第177話 黄金気を修得した新米領主の私は馬車の中での沈黙に耐え切れず苦悩する
ガリポリ領軍の司令部は郊外にあるらしく馬車での移動となった。私が領主館を出ると既に四人乗りの馬車が待機しており私、ネブラスカ、イヴァン、アクィナスの順番に乗り込む。
車の座席にもビジネスマナーがあった気がするが流石に忘れた。対面式の四人座席の場合はどうなんだろう。まあ、セカンドワールドオンライン第5層黒佐賀王国のマナーと現実世界のマナーはまた違うかもしれない。間違えていたらアクィナスあたりが後で教えてくれるだろう。重要なのは相手を敬う態度だ。そう思い席順に関してはスルーした。
馬車の運転は先程、私を迎えに来た軍人が担当するらしく私達は狭い客室に閉じ込められた。沈黙が重い。ネブラスカがいなければ普段の3人メンバーなので自然と会話が弾むが今は何も思いつかない。

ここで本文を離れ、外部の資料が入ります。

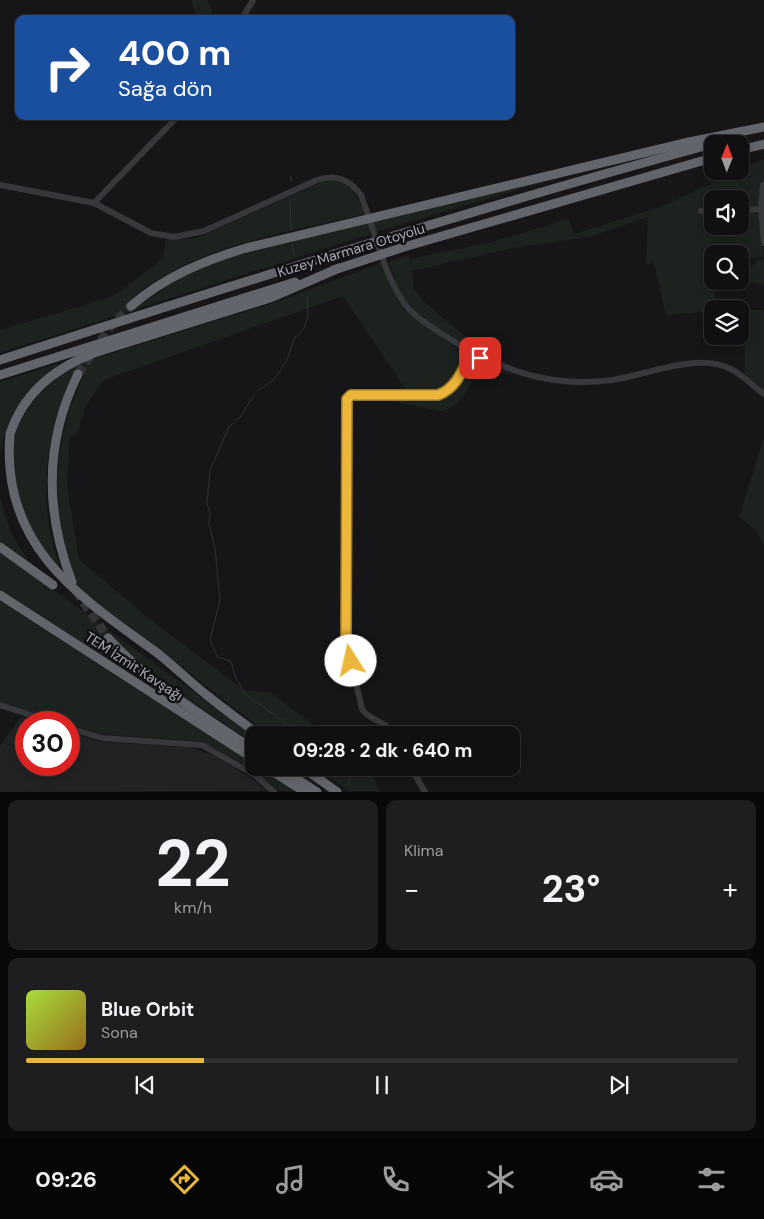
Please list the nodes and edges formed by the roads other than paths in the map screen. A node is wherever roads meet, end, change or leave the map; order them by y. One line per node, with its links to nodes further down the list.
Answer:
1 (253, 0): 2 (street)
2 (244, 15)
3 (174, 120): 12 (street)
4 (764, 128): 5 (highway, Kuzey Marmara Otoyolu); 19 (highway)
5 (742, 135)
6 (764, 144): 8 (highway)
7 (704, 146): 21 (highway, Kuzey Marmara Otoyolu)
8 (749, 148)
9 (704, 160): 18 (highway, Kuzey Marmara Otoyolu)
10 (0, 185): 12 (street)
11 (763, 185): 13 (street)
12 (94, 203): 20 (street)
13 (761, 209): 14 (street); 17 (street)
14 (749, 210)
15 (701, 212): 16 (street)
16 (704, 212)
17 (764, 242)
18 (339, 268): 23 (highway, Kuzey Marmara Otoyolu); 25 (highway)
19 (131, 306)
20 (471, 353): 24 (street); 35 (street)
21 (0, 360)
22 (78, 374): 28 (highway)
23 (0, 375)
24 (764, 394)
25 (2, 485)
26 (0, 547): 31 (highway, TEM İzmit Kavşağı)
27 (30, 556): 31 (highway)
28 (72, 582)
29 (0, 595): 38 (highway, TEM İzmit Kavşağı)
30 (108, 638): 37 (highway)
31 (207, 696): 34 (highway)
32 (0, 705): 33 (street)
33 (18, 711)
34 (247, 726)
35 (387, 726)
36 (80, 731): 43 (street)
37 (245, 744)
38 (245, 753)
39 (280, 776): 44 (highway)
40 (293, 776): 45 (highway)
41 (315, 776): 46 (highway)
42 (416, 776): 47 (street)
43 (274, 792)
44 (305, 792)
45 (318, 792)
46 (337, 792)
47 (425, 792)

自然、私は外の風景を眺め物思いに沈む。今日の夕食は何にしようか。母か父が用意してくれてないだろうか。作るのがめんどくさい。こちらで会食した後、またログアウトし食べるのも面倒だ。
そういえばゲーム内での食事は極力避けたほうがいいと昔、渚からアドバイスをもらったな…インフィニットステーションは味覚も完全再現しておりゲーム内で食事を取りすぎると現実世界での栄養の補給がおろそかになるということだった。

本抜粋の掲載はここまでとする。